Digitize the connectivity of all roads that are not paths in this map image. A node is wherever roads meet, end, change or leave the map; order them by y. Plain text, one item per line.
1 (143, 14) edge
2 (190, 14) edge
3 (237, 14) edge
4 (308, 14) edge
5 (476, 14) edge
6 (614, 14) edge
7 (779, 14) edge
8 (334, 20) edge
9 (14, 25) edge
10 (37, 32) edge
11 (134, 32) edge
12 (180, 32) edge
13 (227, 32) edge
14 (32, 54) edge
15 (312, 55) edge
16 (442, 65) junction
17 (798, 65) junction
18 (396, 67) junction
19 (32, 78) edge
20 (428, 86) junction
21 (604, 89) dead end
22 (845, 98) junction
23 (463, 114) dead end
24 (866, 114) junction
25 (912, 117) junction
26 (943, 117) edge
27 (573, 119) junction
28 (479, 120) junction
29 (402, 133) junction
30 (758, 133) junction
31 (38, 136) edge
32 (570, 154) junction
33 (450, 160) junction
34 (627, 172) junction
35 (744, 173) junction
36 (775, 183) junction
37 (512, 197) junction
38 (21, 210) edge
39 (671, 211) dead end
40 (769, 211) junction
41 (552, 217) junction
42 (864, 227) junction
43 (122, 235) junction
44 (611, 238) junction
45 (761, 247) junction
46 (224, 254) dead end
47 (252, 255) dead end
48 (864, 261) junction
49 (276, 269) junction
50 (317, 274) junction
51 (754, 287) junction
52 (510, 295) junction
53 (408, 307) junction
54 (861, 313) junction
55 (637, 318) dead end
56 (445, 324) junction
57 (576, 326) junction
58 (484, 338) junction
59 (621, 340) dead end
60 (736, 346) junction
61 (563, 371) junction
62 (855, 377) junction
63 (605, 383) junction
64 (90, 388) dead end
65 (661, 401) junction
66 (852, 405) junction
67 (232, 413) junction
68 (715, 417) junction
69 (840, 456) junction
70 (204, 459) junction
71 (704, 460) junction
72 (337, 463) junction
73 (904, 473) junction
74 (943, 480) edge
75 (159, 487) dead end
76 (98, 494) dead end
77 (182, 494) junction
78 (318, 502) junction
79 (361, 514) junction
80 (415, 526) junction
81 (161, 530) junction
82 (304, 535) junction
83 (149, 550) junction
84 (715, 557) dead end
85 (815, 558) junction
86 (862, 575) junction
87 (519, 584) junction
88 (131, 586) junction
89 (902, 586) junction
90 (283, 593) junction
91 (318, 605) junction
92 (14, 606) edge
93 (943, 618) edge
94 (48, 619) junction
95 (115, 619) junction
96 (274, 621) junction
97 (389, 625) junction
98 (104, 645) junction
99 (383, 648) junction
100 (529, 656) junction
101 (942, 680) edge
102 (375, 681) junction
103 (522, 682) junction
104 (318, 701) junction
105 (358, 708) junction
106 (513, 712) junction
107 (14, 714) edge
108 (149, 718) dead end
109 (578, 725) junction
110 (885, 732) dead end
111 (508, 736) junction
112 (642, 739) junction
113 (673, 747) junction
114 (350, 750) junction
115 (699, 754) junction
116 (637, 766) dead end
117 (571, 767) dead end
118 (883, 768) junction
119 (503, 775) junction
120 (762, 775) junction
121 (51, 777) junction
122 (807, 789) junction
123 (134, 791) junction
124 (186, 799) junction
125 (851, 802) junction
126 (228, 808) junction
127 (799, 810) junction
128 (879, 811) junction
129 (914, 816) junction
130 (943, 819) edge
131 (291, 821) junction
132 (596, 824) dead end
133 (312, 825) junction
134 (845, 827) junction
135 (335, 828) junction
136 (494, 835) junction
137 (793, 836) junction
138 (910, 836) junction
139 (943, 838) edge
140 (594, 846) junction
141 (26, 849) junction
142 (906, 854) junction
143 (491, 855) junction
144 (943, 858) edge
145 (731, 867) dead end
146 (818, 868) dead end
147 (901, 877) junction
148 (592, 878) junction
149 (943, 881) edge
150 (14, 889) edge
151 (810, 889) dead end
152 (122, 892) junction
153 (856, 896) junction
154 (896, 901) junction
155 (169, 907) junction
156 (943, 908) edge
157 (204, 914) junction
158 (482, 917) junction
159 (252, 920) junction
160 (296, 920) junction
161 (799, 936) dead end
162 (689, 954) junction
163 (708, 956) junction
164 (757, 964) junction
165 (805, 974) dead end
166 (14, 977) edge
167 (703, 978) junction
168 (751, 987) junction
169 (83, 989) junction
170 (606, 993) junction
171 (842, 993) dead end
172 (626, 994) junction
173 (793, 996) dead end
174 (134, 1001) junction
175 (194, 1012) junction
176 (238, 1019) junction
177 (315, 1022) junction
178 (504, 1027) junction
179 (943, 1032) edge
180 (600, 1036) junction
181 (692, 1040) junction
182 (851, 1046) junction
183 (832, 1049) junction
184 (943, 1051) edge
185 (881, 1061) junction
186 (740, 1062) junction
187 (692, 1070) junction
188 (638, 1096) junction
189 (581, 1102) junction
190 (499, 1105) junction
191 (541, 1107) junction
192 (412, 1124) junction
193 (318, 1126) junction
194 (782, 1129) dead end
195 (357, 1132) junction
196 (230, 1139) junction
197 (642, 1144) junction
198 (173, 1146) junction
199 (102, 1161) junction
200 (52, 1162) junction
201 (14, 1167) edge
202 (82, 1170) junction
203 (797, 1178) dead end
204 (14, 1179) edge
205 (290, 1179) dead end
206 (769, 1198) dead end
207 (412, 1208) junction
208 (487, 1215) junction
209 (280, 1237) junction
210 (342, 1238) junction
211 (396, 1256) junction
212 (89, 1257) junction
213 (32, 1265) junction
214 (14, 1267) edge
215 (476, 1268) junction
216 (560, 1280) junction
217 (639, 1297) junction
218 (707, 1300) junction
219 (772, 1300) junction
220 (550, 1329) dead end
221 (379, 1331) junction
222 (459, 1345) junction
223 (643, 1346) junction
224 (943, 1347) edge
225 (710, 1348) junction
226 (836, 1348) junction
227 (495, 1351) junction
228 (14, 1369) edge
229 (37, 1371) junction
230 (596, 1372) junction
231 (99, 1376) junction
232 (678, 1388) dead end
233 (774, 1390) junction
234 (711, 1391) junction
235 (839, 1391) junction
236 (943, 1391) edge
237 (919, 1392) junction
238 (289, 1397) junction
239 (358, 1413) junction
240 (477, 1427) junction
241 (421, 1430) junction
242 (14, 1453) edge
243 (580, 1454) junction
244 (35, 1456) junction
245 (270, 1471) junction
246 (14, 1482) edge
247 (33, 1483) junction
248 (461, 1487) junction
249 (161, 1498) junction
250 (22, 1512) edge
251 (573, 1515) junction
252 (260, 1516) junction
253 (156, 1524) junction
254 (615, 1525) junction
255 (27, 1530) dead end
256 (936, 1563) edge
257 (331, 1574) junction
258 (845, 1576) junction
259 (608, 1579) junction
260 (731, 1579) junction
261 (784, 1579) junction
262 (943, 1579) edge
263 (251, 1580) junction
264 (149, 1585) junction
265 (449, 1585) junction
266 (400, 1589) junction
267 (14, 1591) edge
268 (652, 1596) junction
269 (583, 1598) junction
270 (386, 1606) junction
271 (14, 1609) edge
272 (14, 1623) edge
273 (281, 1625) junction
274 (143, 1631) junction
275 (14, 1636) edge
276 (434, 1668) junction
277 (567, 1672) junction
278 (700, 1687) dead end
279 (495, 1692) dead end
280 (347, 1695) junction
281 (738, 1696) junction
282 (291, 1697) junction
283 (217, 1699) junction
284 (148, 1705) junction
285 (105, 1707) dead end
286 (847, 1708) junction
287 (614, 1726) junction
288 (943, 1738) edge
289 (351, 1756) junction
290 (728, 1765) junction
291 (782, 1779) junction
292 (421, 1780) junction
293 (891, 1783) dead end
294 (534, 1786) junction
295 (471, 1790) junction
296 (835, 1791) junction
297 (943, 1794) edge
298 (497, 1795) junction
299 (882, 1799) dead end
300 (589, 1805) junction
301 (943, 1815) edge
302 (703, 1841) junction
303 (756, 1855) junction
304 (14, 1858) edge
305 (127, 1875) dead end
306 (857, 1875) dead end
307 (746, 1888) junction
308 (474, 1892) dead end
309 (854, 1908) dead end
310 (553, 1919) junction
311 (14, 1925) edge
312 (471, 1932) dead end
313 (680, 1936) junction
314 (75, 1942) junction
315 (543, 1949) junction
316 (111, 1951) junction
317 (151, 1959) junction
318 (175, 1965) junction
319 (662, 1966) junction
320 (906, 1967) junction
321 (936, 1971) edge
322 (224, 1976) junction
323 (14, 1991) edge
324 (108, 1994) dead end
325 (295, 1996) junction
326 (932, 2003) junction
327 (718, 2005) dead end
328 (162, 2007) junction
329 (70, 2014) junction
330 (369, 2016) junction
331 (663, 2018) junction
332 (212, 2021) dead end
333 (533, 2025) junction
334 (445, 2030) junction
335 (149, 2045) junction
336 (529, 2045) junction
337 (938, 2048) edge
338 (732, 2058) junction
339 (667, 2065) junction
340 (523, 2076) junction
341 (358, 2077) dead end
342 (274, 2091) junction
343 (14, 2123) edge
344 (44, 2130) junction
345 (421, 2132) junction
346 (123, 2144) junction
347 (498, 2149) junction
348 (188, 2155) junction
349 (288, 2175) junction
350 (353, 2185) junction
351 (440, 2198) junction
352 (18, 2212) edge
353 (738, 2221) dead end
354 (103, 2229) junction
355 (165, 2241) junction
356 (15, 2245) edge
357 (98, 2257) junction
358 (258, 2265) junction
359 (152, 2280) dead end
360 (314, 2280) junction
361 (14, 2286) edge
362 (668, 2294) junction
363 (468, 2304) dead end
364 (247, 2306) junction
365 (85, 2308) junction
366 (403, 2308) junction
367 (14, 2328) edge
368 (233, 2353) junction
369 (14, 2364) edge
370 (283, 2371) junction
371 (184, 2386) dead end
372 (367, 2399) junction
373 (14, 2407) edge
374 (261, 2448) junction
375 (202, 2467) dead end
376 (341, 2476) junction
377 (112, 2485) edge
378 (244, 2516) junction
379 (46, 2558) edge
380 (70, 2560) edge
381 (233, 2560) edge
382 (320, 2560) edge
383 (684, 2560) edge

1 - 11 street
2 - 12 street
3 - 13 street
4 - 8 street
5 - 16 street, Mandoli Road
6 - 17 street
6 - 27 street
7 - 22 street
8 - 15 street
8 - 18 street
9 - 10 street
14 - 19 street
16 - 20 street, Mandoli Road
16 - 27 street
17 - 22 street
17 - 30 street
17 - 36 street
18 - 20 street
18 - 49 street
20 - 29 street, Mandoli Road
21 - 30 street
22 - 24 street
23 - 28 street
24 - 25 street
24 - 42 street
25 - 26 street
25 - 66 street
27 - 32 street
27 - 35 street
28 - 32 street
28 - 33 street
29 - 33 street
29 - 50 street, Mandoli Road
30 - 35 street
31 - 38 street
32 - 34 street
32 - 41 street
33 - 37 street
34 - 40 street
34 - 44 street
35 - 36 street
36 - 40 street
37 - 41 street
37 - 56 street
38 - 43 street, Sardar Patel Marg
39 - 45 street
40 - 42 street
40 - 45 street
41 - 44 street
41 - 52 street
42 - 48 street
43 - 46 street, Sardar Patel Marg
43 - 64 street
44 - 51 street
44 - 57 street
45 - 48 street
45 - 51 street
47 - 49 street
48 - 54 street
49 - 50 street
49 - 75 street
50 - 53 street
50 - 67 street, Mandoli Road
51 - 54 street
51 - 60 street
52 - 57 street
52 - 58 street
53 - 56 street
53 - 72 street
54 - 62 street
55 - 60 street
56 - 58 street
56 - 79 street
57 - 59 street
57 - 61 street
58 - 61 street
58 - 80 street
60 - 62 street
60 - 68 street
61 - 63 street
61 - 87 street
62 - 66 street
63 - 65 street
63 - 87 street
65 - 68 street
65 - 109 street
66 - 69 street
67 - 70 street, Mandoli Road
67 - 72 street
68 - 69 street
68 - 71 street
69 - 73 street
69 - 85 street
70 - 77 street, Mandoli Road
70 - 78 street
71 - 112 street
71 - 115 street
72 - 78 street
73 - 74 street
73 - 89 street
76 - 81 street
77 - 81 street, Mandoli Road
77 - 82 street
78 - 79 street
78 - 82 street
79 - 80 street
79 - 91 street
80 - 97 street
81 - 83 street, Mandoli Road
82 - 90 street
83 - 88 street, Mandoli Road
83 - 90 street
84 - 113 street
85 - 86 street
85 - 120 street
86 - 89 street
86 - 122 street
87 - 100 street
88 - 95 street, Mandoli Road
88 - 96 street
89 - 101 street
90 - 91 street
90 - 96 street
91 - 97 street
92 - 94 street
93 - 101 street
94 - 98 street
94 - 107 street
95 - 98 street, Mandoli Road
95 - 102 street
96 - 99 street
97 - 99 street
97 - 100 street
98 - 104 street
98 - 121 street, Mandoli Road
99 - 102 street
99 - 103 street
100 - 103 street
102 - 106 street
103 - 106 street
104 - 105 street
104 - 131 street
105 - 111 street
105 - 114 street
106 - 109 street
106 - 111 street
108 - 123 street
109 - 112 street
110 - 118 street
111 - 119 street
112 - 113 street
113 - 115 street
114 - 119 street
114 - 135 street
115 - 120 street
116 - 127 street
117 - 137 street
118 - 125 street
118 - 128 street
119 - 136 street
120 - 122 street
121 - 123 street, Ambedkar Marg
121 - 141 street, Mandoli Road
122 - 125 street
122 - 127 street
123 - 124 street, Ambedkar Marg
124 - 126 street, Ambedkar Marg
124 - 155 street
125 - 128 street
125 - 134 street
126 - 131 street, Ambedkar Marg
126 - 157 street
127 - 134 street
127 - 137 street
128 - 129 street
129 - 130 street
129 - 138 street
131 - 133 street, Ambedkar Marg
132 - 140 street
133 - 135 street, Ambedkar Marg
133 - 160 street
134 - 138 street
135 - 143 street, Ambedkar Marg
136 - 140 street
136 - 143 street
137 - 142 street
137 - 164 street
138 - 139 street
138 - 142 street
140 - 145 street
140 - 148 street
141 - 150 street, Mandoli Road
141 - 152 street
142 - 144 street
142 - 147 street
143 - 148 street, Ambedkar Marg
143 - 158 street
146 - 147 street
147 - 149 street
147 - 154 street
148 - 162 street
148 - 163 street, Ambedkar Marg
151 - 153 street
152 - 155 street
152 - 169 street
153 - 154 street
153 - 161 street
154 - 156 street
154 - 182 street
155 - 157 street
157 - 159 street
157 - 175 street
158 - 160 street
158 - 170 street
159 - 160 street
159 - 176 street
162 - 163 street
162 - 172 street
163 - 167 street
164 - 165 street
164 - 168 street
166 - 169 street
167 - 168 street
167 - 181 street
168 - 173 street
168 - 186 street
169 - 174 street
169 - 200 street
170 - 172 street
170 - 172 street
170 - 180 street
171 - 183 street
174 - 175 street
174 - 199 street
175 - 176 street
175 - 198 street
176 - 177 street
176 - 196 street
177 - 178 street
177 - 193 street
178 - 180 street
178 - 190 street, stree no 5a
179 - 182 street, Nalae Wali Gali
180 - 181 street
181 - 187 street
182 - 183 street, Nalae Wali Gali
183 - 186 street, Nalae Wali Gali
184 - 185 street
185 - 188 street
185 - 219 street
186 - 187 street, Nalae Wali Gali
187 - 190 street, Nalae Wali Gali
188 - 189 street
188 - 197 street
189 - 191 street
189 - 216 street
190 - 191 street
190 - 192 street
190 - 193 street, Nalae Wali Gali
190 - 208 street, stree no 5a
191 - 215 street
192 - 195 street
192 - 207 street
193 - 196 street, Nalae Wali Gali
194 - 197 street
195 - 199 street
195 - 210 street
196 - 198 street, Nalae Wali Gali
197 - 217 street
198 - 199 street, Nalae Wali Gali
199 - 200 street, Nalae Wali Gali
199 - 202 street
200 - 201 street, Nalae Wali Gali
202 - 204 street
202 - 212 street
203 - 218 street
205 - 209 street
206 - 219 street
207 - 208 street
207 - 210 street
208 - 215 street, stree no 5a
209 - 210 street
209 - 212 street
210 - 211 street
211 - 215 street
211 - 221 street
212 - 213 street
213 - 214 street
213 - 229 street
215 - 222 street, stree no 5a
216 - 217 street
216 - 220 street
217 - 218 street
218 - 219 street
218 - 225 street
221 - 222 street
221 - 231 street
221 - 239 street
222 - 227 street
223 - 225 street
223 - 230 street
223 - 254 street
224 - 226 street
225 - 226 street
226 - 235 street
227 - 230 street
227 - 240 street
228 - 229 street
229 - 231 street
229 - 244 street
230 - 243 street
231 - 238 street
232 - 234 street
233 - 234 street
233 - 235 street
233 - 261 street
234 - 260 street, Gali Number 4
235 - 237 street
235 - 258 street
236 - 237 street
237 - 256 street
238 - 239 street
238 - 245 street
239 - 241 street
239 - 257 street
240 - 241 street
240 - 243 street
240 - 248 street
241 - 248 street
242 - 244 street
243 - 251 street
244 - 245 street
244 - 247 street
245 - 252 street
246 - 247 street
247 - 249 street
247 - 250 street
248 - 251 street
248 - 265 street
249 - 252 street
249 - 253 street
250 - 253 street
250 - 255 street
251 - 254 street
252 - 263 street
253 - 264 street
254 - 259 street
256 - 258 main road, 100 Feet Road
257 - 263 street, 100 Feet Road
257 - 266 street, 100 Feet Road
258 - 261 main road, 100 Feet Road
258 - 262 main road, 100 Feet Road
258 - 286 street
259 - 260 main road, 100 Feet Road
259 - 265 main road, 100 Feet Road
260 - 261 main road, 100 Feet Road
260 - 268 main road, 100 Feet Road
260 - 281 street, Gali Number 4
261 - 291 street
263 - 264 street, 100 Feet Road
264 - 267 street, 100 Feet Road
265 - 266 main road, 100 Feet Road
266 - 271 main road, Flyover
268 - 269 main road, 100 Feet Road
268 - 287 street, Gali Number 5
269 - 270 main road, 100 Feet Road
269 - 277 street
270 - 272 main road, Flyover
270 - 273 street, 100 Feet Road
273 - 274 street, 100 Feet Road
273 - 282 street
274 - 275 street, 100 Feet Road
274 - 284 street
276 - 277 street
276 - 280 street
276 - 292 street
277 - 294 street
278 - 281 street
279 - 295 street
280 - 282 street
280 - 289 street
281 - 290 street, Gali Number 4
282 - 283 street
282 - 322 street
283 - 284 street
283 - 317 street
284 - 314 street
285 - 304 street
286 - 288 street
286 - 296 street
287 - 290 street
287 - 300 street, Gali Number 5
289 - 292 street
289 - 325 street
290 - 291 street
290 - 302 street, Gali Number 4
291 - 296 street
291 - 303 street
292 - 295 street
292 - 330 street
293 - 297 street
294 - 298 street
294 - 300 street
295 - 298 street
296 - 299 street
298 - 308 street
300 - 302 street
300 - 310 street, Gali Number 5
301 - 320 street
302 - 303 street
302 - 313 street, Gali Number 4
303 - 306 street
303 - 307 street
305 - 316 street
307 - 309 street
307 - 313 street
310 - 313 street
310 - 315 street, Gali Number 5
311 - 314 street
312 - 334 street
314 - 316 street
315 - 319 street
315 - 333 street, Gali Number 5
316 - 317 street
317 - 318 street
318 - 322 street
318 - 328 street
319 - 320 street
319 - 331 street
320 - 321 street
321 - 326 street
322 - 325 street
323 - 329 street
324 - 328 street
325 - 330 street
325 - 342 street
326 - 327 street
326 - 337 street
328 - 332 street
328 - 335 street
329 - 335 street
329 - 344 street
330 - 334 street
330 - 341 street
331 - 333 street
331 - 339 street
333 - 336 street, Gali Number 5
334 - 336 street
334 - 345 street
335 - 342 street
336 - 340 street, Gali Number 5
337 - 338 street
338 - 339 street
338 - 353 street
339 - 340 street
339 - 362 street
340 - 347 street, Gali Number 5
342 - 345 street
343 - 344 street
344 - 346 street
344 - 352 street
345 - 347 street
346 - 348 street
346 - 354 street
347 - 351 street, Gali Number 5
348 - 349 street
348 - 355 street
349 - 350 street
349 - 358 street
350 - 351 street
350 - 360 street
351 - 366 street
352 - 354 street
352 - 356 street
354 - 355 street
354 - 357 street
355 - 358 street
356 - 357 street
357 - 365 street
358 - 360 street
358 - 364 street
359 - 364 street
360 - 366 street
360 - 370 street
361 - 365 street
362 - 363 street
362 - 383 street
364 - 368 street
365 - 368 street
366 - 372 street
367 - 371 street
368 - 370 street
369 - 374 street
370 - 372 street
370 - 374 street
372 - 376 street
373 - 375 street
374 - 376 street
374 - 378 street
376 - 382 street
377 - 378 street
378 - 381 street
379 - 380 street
#####
*Activity*. All lines above with the word "Flyover" need to be reported.

*Result for this exercise*.
266 - 271 main road, Flyover
270 - 272 main road, Flyover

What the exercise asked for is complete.